■ Exercise brief
Restate the records below exactly. Pictures are not part of the copy.

■ Saved entries

--

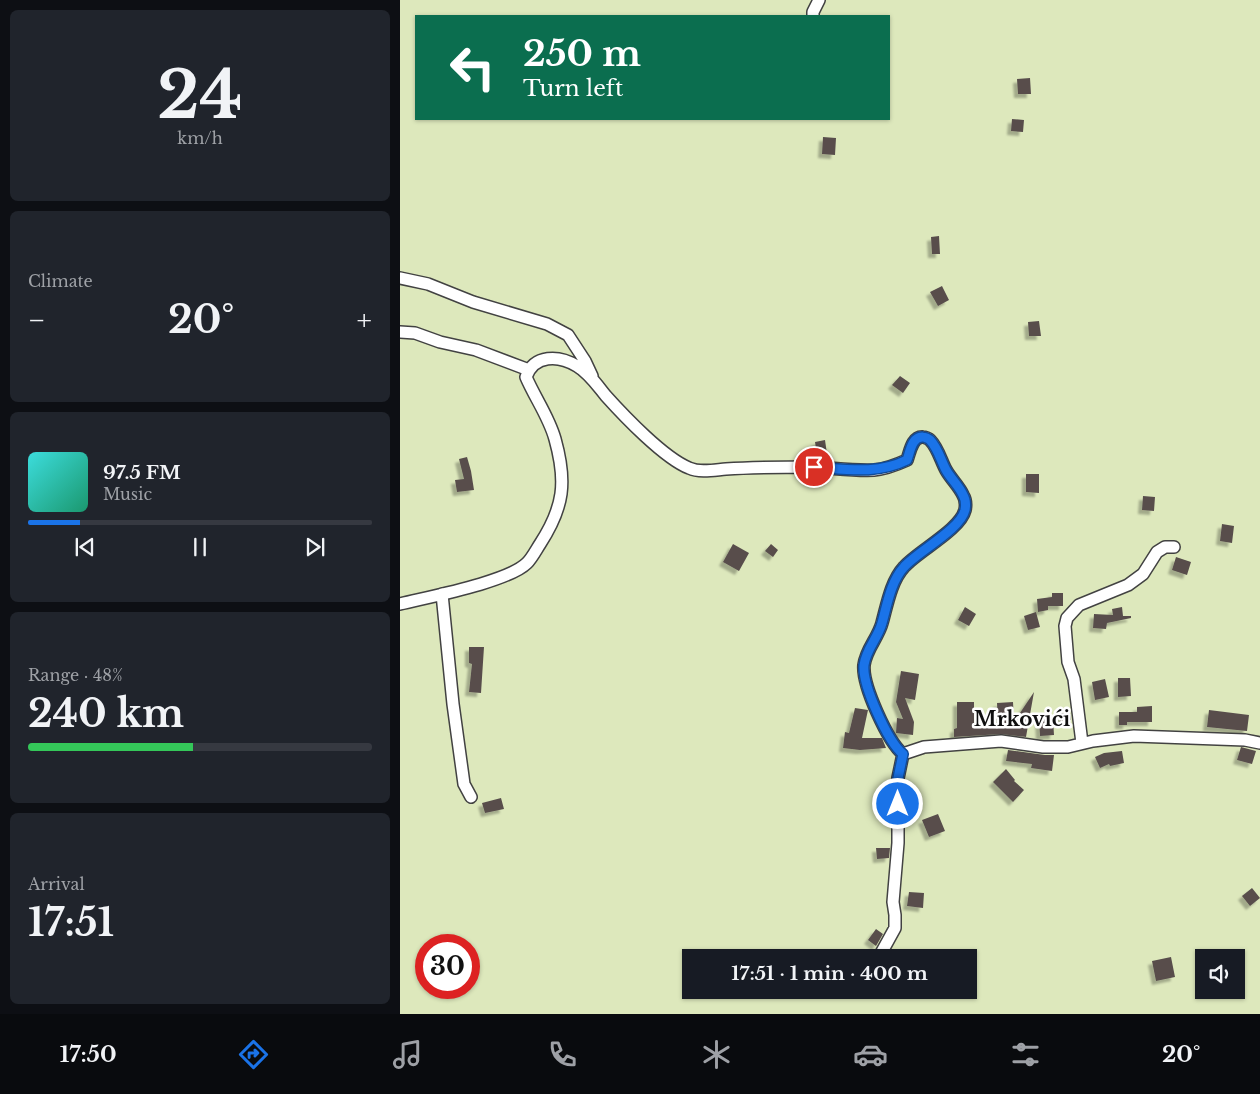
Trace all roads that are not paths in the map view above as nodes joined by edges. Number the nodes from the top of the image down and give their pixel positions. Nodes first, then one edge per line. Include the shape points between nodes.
1 (819, 0) edge
2 (813, 15) edge
3 (400, 278) edge
4 (400, 332) edge
5 (529, 370) junction
6 (593, 378) junction
7 (1174, 547) dead end
8 (442, 594) junction
9 (400, 604) edge
10 (1260, 743) edge
11 (1082, 744) junction
12 (903, 754) junction
13 (471, 797) dead end
14 (883, 949) edge

1 - 2 street
3 - 6 street via 428,284 473,302 547,324 568,335
4 - 5 street via 476,350
5 - 6 street via 547,358 576,365
5 - 8 street via 526,377 555,440 563,482 562,497 551,527 527,563 520,568
6 - 12 street via 606,396 661,450 689,468 885,469 907,460 913,441 924,437 930,440 964,496 965,510 955,526 904,567 895,580 881,628 864,665 872,700
7 - 11 street via 1165,547 1157,552 1143,574 1128,585 1079,605 1067,618 1068,662 1074,679
8 - 9 street
8 - 13 street via 464,784
10 - 11 street via 1134,736
11 - 12 street via 1043,747 1001,740 924,747
12 - 14 street via 898,778 895,928

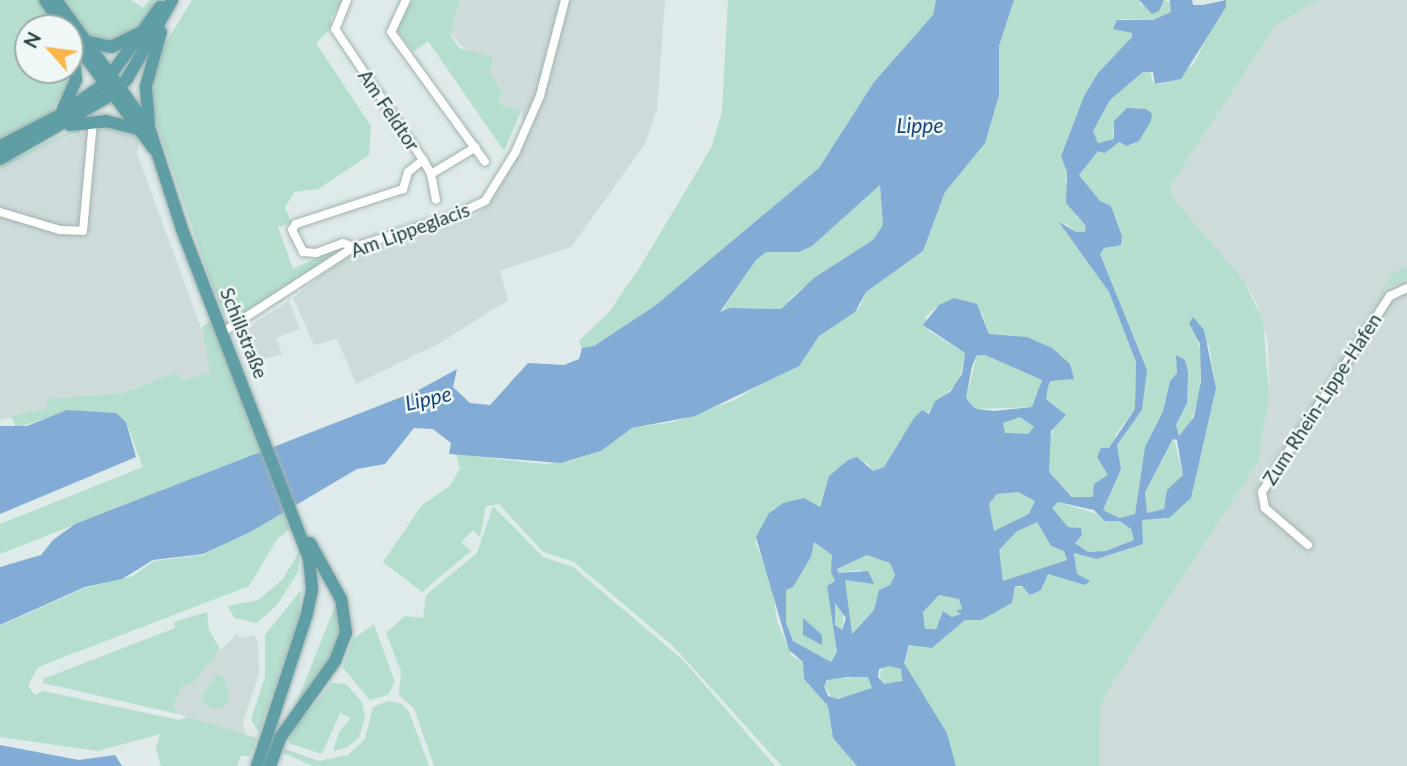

--

■ Response to this exercise
Trace all roads that are not paths in the map view above as nodes joined by edges. Number the nodes from the top of the image down and give their pixel positions. Nodes first, then one edge per line. Include the shape points between nodes.
1 (819, 0) edge
2 (813, 15) edge
3 (400, 278) edge
4 (400, 332) edge
5 (529, 370) junction
6 (593, 378) junction
7 (1174, 547) dead end
8 (442, 594) junction
9 (400, 604) edge
10 (1260, 743) edge
11 (1082, 744) junction
12 (903, 754) junction
13 (471, 797) dead end
14 (883, 949) edge

1 - 2 street
3 - 6 street via 428,284 473,302 547,324 568,335
4 - 5 street via 476,350
5 - 6 street via 547,358 576,365
5 - 8 street via 526,377 555,440 563,482 562,497 551,527 527,563 520,568
6 - 12 street via 606,396 661,450 689,468 885,469 907,460 913,441 924,437 930,440 964,496 965,510 955,526 904,567 895,580 881,628 864,665 872,700
7 - 11 street via 1165,547 1157,552 1143,574 1128,585 1079,605 1067,618 1068,662 1074,679
8 - 9 street
8 - 13 street via 464,784
10 - 11 street via 1134,736
11 - 12 street via 1043,747 1001,740 924,747
12 - 14 street via 898,778 895,928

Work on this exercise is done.